Required work: Could you return every line of the records below that contains the word "Left"?

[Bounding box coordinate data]
= Beginning of Section =

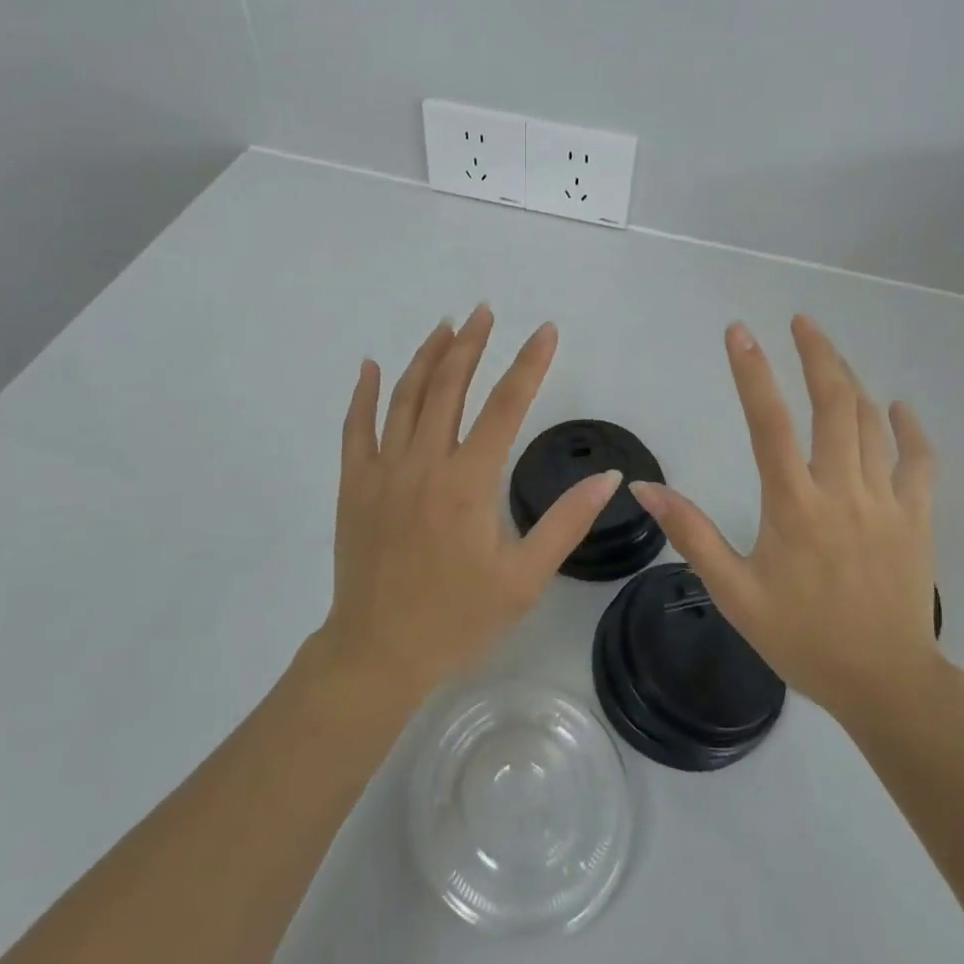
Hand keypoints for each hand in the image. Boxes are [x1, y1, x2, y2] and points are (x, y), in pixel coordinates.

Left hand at [315, 304, 622, 704]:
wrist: (379, 652)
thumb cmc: (458, 618)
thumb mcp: (524, 578)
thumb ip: (566, 522)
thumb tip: (608, 477)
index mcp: (468, 482)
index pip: (505, 406)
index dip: (529, 364)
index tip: (545, 330)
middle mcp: (424, 463)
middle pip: (449, 387)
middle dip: (470, 344)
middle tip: (484, 311)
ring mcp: (383, 470)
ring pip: (404, 397)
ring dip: (426, 356)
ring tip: (446, 326)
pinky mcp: (354, 483)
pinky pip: (356, 427)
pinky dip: (364, 393)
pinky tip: (371, 365)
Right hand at [629, 316, 943, 736]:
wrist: (886, 684)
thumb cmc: (803, 637)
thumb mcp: (734, 593)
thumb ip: (691, 533)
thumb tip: (644, 486)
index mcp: (794, 505)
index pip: (769, 423)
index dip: (752, 371)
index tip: (739, 331)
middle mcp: (842, 490)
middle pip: (834, 404)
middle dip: (817, 354)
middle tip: (799, 320)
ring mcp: (887, 501)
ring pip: (872, 423)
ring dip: (851, 380)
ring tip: (830, 352)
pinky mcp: (918, 518)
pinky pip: (920, 461)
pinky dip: (910, 429)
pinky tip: (897, 407)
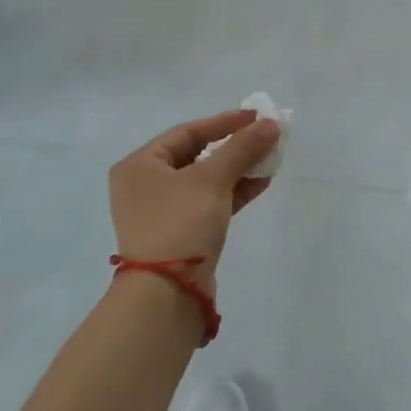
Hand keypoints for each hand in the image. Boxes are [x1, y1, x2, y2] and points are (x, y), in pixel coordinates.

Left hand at [109, 109, 280, 287]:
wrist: (167, 293)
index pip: (187, 132)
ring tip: (269, 160)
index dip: (224, 122)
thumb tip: (271, 123)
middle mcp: (145, 185)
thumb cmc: (180, 223)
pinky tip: (260, 183)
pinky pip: (208, 203)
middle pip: (196, 155)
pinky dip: (232, 192)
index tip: (256, 117)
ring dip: (237, 169)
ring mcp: (161, 212)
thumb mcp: (212, 179)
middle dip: (233, 147)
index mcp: (139, 165)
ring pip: (205, 181)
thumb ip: (242, 148)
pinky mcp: (179, 235)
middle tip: (265, 138)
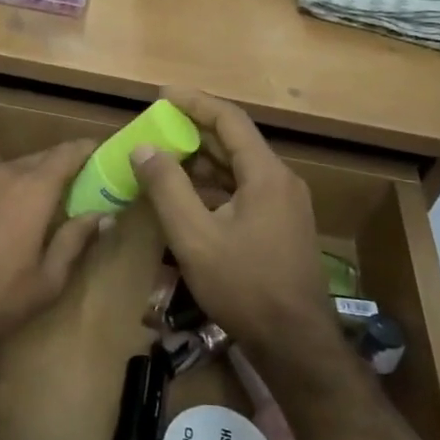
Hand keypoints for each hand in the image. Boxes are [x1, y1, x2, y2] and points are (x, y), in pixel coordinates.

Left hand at [0, 140, 106, 357]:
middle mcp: (2, 169)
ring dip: (21, 172)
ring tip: (23, 194)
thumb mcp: (47, 280)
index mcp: (34, 188)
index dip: (87, 149)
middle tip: (69, 185)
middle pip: (38, 157)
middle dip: (57, 167)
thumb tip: (102, 215)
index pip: (68, 153)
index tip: (100, 150)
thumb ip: (75, 240)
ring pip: (4, 162)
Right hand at [131, 92, 339, 361]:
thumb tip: (143, 147)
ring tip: (163, 158)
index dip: (195, 102)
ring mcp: (283, 206)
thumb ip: (167, 187)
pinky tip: (186, 197)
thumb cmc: (244, 286)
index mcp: (265, 175)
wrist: (295, 344)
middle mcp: (280, 181)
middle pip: (234, 142)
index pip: (229, 120)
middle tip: (155, 127)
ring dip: (201, 161)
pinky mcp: (280, 227)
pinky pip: (242, 192)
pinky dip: (212, 187)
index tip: (162, 95)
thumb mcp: (194, 236)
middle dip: (193, 131)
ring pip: (237, 169)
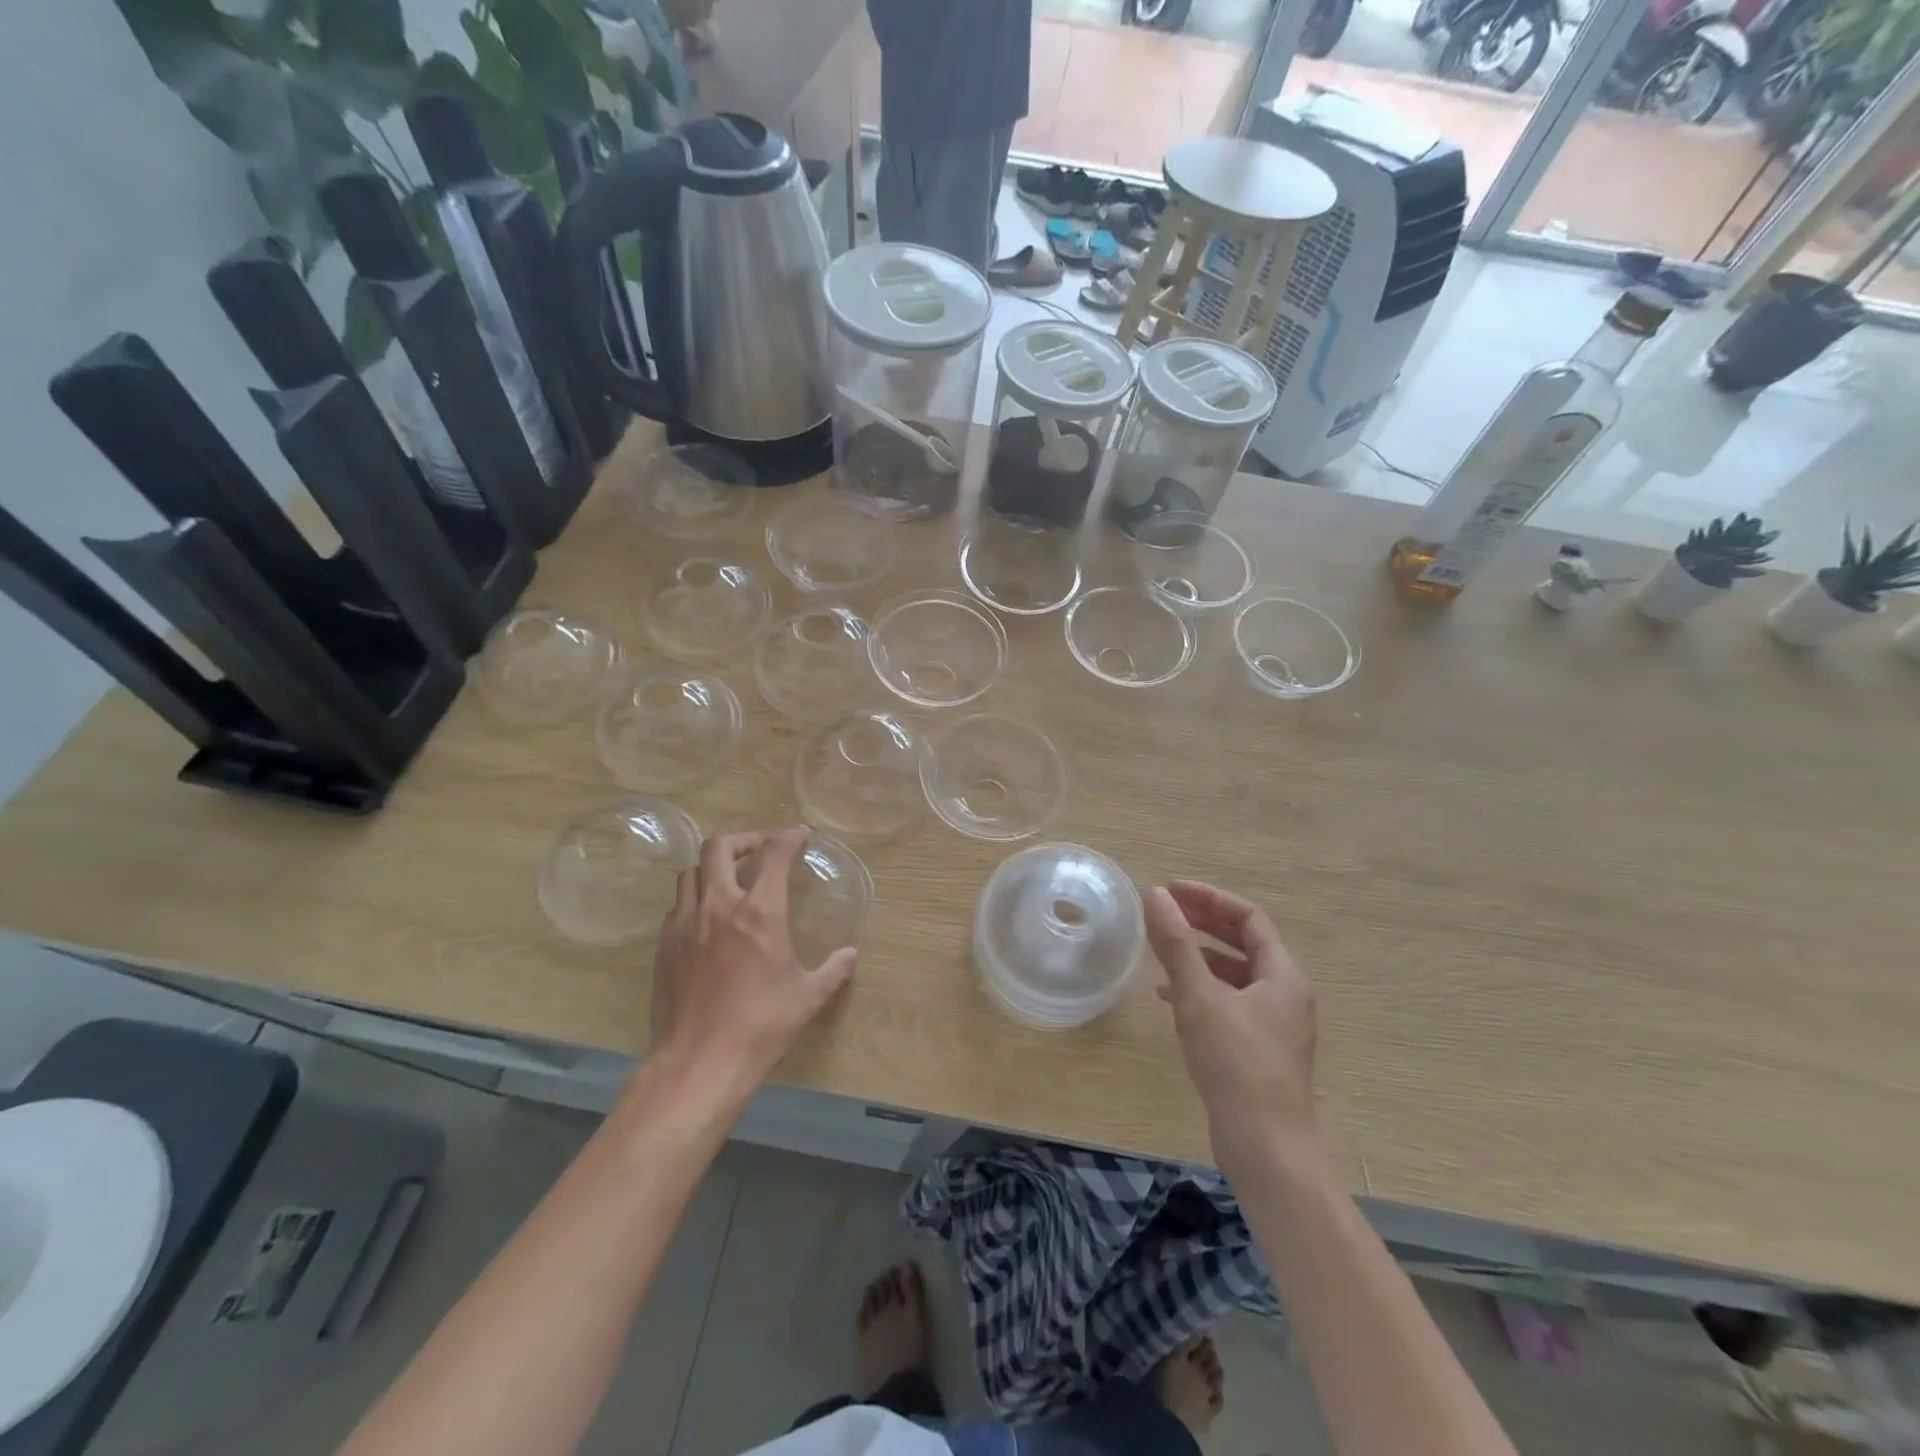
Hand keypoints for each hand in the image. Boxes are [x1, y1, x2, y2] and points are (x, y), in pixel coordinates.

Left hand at [651, 827, 856, 1090]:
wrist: (698, 1063)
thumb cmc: (761, 1026)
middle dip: (742, 839)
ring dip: (712, 866)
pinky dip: (695, 898)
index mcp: (759, 913)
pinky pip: (677, 906)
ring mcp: (685, 924)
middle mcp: (718, 907)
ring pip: (691, 872)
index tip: (798, 834)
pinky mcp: (664, 946)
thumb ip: (833, 970)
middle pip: (719, 848)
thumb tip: (851, 955)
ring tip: (729, 878)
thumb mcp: (807, 997)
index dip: (788, 837)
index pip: (773, 855)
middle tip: (759, 849)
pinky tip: (707, 918)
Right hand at [1144, 880, 1318, 1173]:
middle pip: (1244, 943)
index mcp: (1282, 976)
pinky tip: (1171, 999)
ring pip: (1235, 975)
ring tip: (1162, 952)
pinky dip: (1202, 990)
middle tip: (1165, 912)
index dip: (1209, 899)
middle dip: (1204, 923)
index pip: (1249, 918)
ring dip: (1200, 956)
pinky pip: (1230, 1003)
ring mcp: (1274, 1025)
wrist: (1266, 1148)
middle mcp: (1284, 995)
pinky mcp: (1259, 1051)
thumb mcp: (1199, 997)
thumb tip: (1157, 895)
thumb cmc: (1236, 1064)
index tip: (1171, 891)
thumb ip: (1176, 944)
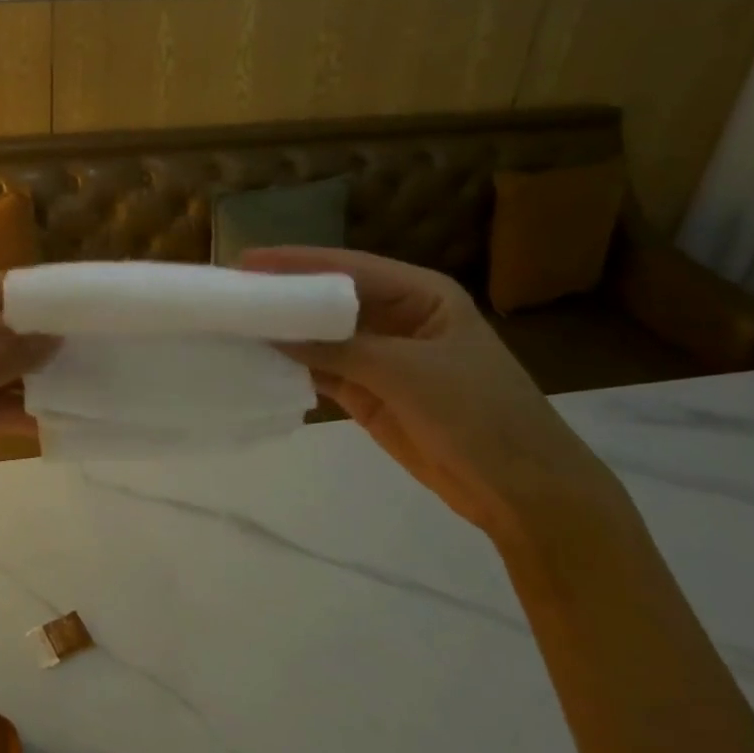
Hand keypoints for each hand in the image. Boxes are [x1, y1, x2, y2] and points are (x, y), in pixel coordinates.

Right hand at [239, 246, 623, 546]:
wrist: (523, 492)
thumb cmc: (479, 414)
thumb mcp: (408, 372)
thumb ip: (339, 349)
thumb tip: (271, 332)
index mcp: (421, 294)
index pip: (348, 268)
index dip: (297, 263)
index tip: (245, 260)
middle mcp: (397, 318)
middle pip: (330, 300)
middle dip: (284, 296)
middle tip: (230, 292)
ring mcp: (382, 357)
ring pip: (322, 336)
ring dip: (284, 332)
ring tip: (233, 324)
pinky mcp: (369, 393)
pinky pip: (322, 370)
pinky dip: (293, 366)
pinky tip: (259, 360)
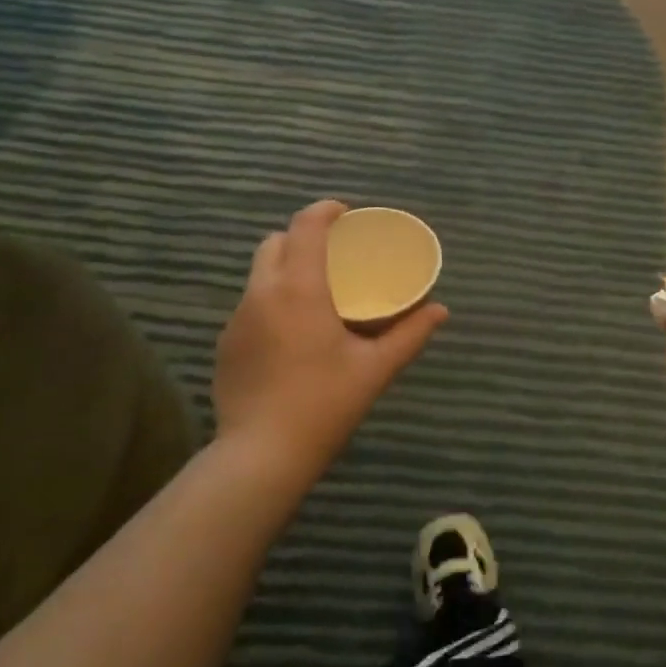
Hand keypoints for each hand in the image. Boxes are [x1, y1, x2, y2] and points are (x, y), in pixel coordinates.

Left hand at [213, 199, 447, 483]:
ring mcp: (237, 320)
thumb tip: (440, 310)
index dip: (325, 210)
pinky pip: (250, 305)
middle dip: (302, 237)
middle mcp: (261, 294)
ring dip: (285, 269)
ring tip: (316, 293)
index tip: (347, 215)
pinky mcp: (225, 345)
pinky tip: (291, 334)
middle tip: (334, 255)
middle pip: (275, 242)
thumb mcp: (375, 368)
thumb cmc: (324, 404)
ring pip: (259, 274)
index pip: (305, 226)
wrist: (261, 456)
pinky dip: (272, 301)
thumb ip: (410, 334)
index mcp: (299, 289)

= End of Section =

Output below:
Left hand at [315, 304, 622, 704]:
Left hand at [109, 109, 280, 287]:
Left hand at [0, 140, 106, 357]:
Left hand at [651, 827, 856, 1090]:
Left hand at [213, 199, 447, 483]:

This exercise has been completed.